(Instructions to follow)
Look for "document" in each line of the entries, and return the matching lines.

Records from a dataset:

——————————

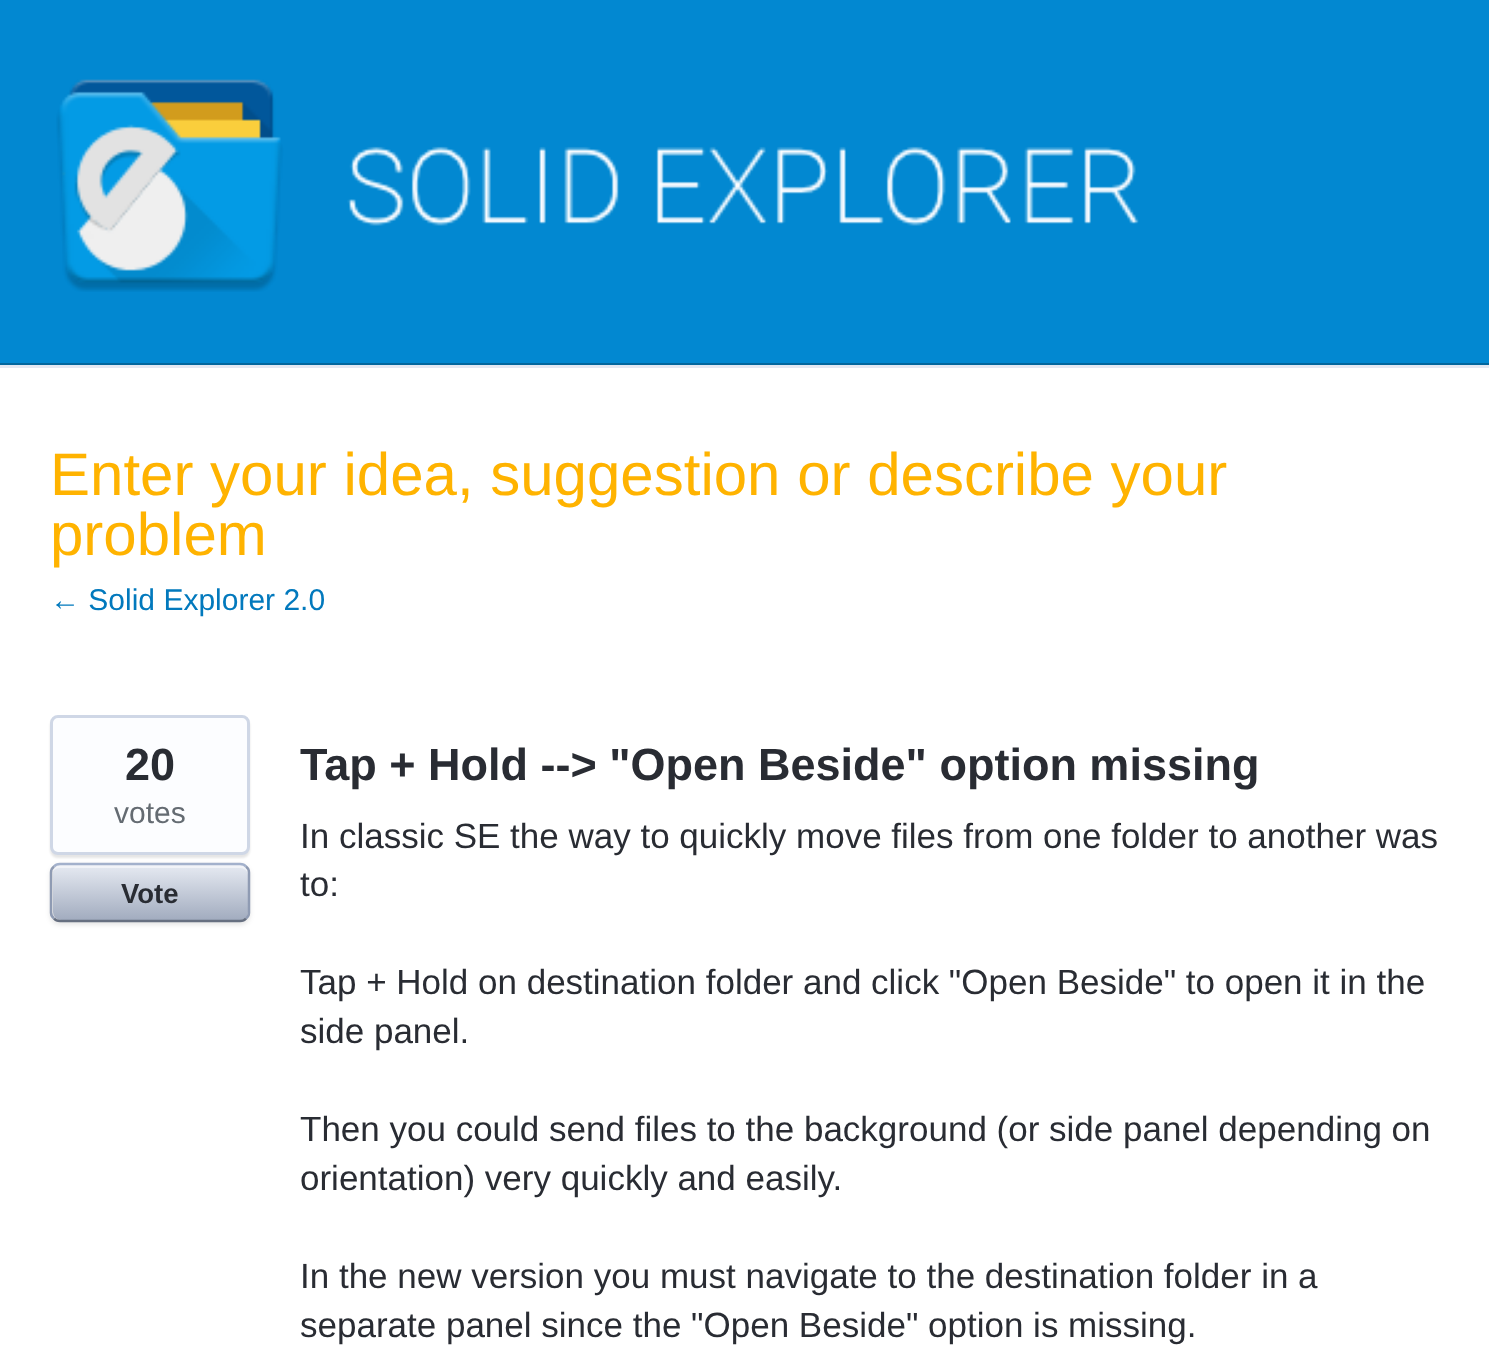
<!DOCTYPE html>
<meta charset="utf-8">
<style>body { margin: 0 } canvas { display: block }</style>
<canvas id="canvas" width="1489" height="1357"></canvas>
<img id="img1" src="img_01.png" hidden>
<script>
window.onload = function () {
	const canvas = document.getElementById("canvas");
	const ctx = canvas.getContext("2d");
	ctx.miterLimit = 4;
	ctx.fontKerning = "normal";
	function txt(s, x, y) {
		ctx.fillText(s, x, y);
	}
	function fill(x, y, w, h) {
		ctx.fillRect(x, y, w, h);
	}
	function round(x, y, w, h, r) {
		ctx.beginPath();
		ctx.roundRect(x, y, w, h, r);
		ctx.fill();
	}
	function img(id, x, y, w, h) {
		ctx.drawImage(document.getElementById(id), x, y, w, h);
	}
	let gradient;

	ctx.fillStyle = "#0288D1";
	fill(0, 0, 1489, 1357);
	ctx.fillStyle = "#02669D";
	fill(0, 363, 1489, 2);
	img("img1", 56, 79, 1083, 213);
	ctx.fillStyle = "#FFFFFF";
	fill(0, 368, 1489, 989);
	ctx.fillStyle = "#E3E8F2";
	fill(0, 365, 1489, 3);
	ctx.fillStyle = "rgba(0, 0, 0, 0.1)";
	ctx.filter = "blur(1px)";
	ctx.beginPath();
	ctx.roundRect(50, 718, 200, 140, 8);
	ctx.fill();
	ctx.filter = "none";
	ctx.fillStyle = "#FCFDFF";
	ctx.beginPath();
	ctx.roundRect(51.5, 716.5, 197, 137, 6.5);
	ctx.fill();
	ctx.strokeStyle = "#CFD7E6";
	ctx.lineWidth = 3;
	ctx.stroke();
	ctx.fillStyle = "rgba(0, 0, 0, 0.1)";
	ctx.filter = "blur(2.5px)";
	ctx.beginPath();
	ctx.roundRect(50, 865, 200, 60, 10);
	ctx.fill();
	ctx.filter = "none";
	gradient = ctx.createLinearGradient(53, 865, 53, 920);
	gradient.addColorStop(0, "#E6EAF2");
	gradient.addColorStop(1, "#A2ACBF");
	ctx.fillStyle = gradient;
	round(53, 865, 195, 55, 8);
	ctx.fillStyle = "rgba(255, 255, 255, 0.5)";
	ctx.beginPath();
	ctx.moveTo(60, 868);
	ctx.lineTo(240, 868);
	ctx.bezierCurveTo(244, 868, 248, 871, 248, 875);
	ctx.lineTo(248, 873);
	ctx.bezierCurveTo(248, 869, 244, 865, 240, 865);
	ctx.lineTo(61, 865);
	ctx.bezierCurveTo(57, 865, 54, 868, 53, 871);
	ctx.bezierCurveTo(55, 869, 57, 868, 60, 868);
	ctx.closePath();
	ctx.fill();
	ctx.beginPath();
	ctx.moveTo(54, 866.5);
	ctx.bezierCurveTo(55.5, 864.5, 57.5, 864, 60, 864);
	ctx.lineTo(240, 864);
	ctx.bezierCurveTo(242.5, 864, 244.5, 864.5, 246, 866.5);
	ctx.strokeStyle = "#A3B1CC";
	ctx.lineWidth = 2.5;
	ctx.stroke();
	ctx.beginPath();
	ctx.moveTo(246, 866.5);
	ctx.bezierCurveTo(248, 868, 249, 870, 249, 872.5);
	ctx.lineTo(249, 912.5);
	ctx.bezierCurveTo(249, 915, 248, 917, 246, 918.5);
	ctx.strokeStyle = "#8F9BB3";
	ctx.stroke();
	ctx.beginPath();
	ctx.moveTo(246, 918.5);
	ctx.bezierCurveTo(244.5, 920.5, 242.5, 921, 240, 921);
	ctx.lineTo(60, 921);
	ctx.bezierCurveTo(57.5, 921, 55.5, 920.5, 54, 918.5);
	ctx.strokeStyle = "#666F80";
	ctx.stroke();
	ctx.beginPath();
	ctx.moveTo(54, 918.5);
	ctx.bezierCurveTo(52, 917, 51, 915, 51, 912.5);
	ctx.lineTo(51, 872.5);
	ctx.bezierCurveTo(51, 870, 52, 868, 54, 866.5);
	ctx.strokeStyle = "#8F9BB3";
	ctx.stroke();
	ctx.font = "60px Liberation Sans";
	ctx.fillStyle = "#FFB300";
	txt("Enter your idea, suggestion or describe your", 50, 495);
	txt("problem", 50, 555);
	ctx.font = "30px Liberation Sans";
	ctx.fillStyle = "#0279BD";
	txt("← Solid Explorer 2.0", 50, 610);
	ctx.font = "bold 45px Liberation Sans";
	ctx.fillStyle = "#292C33";
	txt("20", 125, 780);
	ctx.font = "30px Liberation Sans";
	ctx.fillStyle = "#646B72";
	txt("votes", 114, 823);
	ctx.font = "bold 27.5px Liberation Sans";
	ctx.fillStyle = "#292C33";
	txt("Vote", 121, 903);
	ctx.font = "bold 45px Liberation Sans";
	txt("Tap + Hold --> \"Open Beside\" option missing", 300, 780);
	ctx.font = "35px Liberation Sans";
	txt("In classic SE the way to quickly move files from one folder to another was", 300, 848);
	txt("to:", 300, 896);
	txt("Tap + Hold on destination folder and click \"Open Beside\" to open it in the", 300, 994);
	txt("side panel.", 300, 1043);
	txt("Then you could send files to the background (or side panel depending on", 300, 1141);
	txt("orientation) very quickly and easily.", 300, 1190);
	txt("In the new version you must navigate to the destination folder in a", 300, 1288);
	txt("separate panel since the \"Open Beside\" option is missing.", 300, 1337);
};
</script>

——————————

(Task output)
	const canvas = document.getElementById("canvas");
		ctx.drawImage(document.getElementById(id), x, y, w, h);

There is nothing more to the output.